Don't anime directors/writers/designers/keyframers/animators usually study in majors broadly defined as art? Also composers certainly have some kind of music education.
Being introduced to someone
>Religious studies
you already mentioned philosophy
no, what you're supposed to do is not be such a fucking hate filled autist and disscus like a normal human being their field of interest, and generate mutually academic conversation. anyone with any bit of respect for academia should be able to do this. shame on you. get out of your elitist bubble phase and grow up, you immature child. I study pure mathematics by the way, and I never look down on anybody for studying anything which you would classify "liberal arts". rather I try to help them to be the best they can be in their studyings by asking questions, from the naive perspective.
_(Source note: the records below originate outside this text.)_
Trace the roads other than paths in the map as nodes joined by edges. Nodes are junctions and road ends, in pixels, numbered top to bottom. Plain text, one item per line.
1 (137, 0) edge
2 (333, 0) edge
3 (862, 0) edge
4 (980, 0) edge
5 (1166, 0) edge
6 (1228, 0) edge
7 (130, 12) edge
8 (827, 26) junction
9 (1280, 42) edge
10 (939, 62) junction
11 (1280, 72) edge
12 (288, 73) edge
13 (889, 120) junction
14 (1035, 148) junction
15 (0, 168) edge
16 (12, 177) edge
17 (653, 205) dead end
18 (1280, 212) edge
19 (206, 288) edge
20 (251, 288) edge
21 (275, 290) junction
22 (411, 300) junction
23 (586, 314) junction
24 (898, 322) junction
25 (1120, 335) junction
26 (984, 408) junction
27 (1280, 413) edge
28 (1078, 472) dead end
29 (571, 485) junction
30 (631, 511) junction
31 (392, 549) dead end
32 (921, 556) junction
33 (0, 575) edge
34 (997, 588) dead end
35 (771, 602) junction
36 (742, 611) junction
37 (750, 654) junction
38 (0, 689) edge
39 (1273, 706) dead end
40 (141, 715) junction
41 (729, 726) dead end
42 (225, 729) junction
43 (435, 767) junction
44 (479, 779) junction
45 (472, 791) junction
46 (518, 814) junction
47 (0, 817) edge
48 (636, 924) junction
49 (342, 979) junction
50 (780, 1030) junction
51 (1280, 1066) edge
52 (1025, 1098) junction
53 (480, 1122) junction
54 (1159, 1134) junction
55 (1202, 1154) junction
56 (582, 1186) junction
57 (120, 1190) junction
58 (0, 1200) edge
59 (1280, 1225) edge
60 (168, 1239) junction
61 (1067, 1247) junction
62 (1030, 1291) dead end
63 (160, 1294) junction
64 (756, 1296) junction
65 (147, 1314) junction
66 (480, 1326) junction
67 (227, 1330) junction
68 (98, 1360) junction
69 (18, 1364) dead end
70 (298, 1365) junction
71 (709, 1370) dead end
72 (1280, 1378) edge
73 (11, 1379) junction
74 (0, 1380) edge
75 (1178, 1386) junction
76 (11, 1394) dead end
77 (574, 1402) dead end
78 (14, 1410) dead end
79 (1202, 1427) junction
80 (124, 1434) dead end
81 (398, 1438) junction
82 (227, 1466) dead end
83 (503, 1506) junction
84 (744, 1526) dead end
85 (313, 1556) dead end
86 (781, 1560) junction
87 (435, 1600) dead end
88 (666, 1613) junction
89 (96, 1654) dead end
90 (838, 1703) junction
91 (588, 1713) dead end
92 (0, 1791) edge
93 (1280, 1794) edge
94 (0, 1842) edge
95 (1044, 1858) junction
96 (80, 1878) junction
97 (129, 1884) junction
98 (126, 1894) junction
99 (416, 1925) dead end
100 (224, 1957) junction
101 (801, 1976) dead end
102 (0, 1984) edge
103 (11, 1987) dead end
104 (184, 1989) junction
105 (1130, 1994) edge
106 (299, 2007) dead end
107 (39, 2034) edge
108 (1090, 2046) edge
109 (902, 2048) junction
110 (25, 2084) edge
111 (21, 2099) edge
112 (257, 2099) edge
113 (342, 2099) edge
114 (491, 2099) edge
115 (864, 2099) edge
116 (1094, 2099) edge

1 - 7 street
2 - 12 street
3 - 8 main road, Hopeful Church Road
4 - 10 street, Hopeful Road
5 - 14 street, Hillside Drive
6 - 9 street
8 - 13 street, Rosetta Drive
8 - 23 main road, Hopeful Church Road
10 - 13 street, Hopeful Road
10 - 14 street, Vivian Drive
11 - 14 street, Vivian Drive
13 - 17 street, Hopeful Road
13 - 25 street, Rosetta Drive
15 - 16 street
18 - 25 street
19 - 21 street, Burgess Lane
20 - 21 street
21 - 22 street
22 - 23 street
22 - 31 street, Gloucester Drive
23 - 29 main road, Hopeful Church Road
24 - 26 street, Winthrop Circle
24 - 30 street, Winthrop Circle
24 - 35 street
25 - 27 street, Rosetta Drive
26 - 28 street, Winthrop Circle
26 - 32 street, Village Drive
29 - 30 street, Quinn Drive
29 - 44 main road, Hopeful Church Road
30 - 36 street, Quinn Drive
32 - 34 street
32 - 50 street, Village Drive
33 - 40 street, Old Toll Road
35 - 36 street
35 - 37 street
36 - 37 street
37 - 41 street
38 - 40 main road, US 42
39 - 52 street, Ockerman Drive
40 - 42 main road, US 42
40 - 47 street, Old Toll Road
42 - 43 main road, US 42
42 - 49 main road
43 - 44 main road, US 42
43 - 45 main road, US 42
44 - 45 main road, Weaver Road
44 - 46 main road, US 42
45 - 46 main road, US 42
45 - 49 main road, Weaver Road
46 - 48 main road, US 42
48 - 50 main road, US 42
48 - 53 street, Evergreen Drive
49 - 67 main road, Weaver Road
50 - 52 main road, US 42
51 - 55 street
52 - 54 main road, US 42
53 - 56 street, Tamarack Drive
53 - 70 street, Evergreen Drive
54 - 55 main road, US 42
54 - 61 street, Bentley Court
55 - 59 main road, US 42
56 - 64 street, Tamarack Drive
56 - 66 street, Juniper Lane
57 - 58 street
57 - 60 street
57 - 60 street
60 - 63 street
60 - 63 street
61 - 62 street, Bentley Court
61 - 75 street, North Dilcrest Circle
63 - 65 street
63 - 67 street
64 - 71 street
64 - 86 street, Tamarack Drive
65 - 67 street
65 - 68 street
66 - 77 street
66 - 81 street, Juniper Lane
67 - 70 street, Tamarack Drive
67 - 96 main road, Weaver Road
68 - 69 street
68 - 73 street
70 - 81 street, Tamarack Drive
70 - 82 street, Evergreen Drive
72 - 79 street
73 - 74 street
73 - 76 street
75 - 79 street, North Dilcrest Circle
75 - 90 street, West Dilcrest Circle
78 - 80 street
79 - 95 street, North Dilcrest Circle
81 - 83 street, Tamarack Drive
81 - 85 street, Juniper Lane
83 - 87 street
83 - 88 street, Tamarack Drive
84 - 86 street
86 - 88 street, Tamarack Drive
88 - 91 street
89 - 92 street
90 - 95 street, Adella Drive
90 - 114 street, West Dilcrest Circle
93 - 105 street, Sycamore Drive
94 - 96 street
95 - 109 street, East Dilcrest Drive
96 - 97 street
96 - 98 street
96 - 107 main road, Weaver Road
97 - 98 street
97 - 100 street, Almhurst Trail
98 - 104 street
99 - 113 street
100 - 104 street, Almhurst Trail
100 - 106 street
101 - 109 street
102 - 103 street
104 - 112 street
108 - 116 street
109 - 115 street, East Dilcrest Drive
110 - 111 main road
So then why the fuck does it need to be taught in colleges?
>english degree
>says it takes years to master writing
>starts a run on sentence with "and"
...
t. engineer
Because if teaches you how to think, which is something you clearly hasn't learned yet.
The only thing separating us from the beasts is the Mediterranean.
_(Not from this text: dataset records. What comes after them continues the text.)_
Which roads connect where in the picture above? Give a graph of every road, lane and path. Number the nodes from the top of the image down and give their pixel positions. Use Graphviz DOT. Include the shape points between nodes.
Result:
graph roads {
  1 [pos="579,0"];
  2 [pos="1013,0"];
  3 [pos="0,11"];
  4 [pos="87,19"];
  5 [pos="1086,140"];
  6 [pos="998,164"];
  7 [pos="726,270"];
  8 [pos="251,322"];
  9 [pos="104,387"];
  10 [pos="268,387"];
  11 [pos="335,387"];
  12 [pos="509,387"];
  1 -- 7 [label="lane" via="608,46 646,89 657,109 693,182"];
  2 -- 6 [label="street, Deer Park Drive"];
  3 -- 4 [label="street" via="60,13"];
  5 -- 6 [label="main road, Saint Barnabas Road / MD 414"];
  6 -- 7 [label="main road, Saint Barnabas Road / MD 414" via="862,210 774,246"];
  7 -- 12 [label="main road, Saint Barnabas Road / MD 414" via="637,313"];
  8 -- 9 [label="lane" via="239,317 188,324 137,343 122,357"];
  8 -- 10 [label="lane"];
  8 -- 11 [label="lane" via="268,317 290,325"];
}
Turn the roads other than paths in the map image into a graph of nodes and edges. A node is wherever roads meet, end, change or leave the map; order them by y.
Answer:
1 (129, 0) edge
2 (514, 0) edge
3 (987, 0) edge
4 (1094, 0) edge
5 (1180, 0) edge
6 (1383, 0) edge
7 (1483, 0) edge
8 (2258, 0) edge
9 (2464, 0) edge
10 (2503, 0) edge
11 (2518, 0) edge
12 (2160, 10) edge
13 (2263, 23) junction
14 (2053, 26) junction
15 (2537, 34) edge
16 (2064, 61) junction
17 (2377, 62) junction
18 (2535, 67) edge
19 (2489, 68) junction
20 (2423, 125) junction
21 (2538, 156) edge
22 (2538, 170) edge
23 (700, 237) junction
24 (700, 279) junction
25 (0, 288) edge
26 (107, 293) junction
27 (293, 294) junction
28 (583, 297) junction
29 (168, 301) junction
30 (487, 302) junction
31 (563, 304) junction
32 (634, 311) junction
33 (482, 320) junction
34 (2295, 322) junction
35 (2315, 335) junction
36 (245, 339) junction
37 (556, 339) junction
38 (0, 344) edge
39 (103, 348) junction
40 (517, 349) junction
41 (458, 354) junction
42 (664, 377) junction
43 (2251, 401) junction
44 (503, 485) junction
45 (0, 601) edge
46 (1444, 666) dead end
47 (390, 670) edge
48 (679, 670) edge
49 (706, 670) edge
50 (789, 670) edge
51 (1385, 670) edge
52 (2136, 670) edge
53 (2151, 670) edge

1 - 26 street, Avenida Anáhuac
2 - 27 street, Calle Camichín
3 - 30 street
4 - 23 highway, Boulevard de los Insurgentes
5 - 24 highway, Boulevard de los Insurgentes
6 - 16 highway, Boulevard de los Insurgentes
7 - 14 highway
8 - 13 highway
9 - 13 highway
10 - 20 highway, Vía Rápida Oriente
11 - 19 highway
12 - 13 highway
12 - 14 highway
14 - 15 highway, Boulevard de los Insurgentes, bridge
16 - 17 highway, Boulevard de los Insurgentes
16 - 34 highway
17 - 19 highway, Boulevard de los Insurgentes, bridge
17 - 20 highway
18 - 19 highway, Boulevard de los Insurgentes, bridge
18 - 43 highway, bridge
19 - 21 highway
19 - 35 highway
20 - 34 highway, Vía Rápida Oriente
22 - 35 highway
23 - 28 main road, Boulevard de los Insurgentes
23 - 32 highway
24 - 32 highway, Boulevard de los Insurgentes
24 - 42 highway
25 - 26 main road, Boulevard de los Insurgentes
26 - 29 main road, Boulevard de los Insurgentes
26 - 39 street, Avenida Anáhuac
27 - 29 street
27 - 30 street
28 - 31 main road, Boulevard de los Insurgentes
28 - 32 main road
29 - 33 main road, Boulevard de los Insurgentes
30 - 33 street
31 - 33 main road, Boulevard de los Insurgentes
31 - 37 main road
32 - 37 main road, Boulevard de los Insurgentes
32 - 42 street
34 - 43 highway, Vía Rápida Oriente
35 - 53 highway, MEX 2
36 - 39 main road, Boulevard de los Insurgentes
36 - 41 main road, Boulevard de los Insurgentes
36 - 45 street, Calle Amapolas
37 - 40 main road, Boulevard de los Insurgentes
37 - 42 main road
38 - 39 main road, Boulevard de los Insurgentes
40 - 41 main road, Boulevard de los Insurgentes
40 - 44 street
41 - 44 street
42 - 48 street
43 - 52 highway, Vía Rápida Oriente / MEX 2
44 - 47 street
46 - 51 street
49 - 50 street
I find it funny how so many people shit on liberal arts degrees because they have more free time than STEM majors. Both do require a certain amount of originality, but in the end, both work using things that have been created or discovered by greater people anyways, and your average student will not create a breakthrough, and just barely understand what they're doing - enough to get by.
And then, there's the people that laugh at them because they will be "working in Starbucks." However, this is only the case because the pay floor is indeed different for liberal arts and STEM, but I've seen plenty of brilliant graduates of the former get extremely good and well payed jobs. This is because a degree is irrelevant to most jobs anyways, while the quality and skills of the person working is more important. So in the end, it is the insecurity of the STEM majors that reeks when saying such a statement, where they're automatically assuming they don't excel enough to be able to work on the top paying / highest skill required jobs, and will for the most part be stuck getting a pay floor job attached to their degree.